一开始他是有些恨风岑子的,一声不响就带着他离开。

大学也上得半途而废。

最重要的是作为普通人的父母面对突然消失不见的儿子,得急成啥样?

可随着时间的增长,他看到了以前看不到的世界,知道了这个世界上真有修仙者的存在。

而自己,更是有着最顶级的资质。

他着迷了...

这是一个任何地球人都是拒绝不了的请求,做修仙者的弟子。

还是关门弟子。

“老家伙说过,以我的修为目前在地球上是近乎无敌的存在,那么,以后该干点什么好呢?红尘中历练寻找契机?”

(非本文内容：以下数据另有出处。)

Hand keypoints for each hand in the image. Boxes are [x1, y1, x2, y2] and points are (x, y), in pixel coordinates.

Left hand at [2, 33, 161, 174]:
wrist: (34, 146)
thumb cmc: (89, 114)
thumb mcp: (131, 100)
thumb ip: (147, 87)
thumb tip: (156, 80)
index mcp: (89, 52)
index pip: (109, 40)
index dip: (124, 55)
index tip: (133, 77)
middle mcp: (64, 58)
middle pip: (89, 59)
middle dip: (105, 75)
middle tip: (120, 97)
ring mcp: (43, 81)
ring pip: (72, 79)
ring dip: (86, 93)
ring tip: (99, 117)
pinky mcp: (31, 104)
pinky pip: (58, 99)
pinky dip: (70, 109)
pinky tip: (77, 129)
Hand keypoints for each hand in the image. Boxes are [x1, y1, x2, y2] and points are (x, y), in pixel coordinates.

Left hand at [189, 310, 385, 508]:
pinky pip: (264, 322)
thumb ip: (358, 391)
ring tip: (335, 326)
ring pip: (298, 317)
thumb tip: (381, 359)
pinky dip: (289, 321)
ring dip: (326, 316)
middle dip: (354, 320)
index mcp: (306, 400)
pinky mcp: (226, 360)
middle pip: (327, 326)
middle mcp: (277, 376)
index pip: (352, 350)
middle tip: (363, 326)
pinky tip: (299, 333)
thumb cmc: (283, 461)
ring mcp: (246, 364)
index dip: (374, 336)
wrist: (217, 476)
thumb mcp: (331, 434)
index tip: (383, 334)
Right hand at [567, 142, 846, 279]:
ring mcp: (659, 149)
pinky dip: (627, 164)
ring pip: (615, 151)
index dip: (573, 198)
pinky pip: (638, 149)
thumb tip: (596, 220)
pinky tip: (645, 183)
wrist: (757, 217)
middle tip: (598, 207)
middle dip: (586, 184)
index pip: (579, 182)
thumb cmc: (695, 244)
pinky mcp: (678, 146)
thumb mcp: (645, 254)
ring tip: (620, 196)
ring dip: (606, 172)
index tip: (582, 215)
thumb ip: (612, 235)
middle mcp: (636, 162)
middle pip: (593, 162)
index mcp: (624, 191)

考虑到风岑子的告诫和自己目前的形势,许术也在思索未来的路。

红尘历练这种东西,是要融入红尘的,说白了就是回归普通人的生活。

去感受人间烟火。

“算了,先陪在爸妈身边,弥补这两年的遗憾,然后附近再找个工作先!”

计算着离家越来越近的路程,许术情绪也愈来愈激动,回家的喜悦是无法被任何替代的。

“小哥,这是出门打工回来了?在哪里上班儿啊?”

见着氛围有些安静,的哥瞟了眼坐在后排长发齐肩的许术,主动搭话。

年轻,长发,一看就是打工人的标配。

“呵呵!也算是上班吧,出门两年了,这南市的变化还真是大,很多地方都认不出来了。”

许术乐呵地和的哥闲聊着,毕竟火车站到家有半小时车程。

“看你也才二十多的年纪就出门两年了!厉害。不过说起南市变化,那还真不是一般的大,这两年啊!拆的拆,建的建,暴发户多得很。咦!前些日子好像划到你们老故里那块儿了,说是也要拆迁,这事儿应该八九不离十,你这以后说不定也开启收租佬的悠闲生活啊!”

的哥常年跑车,对这方方面面还是比较熟悉的。

一听许术出门两年刚回来,便自动代入百事通的角色开始吹嘘。

“是吗?这是好事儿啊,真要拆迁了,咱也做回富二代!”

“小哥,我闺女也二十来岁.....看你样子应该也没女朋友,要不改天介绍你们认识认识......”

“你都叫我小哥了,不合适吧!”

“不碍事儿,咱各论各的,哈哈哈!”

笑声中,车子离家越来越近。

许术已经渐渐看到了那片有些年代感的城区。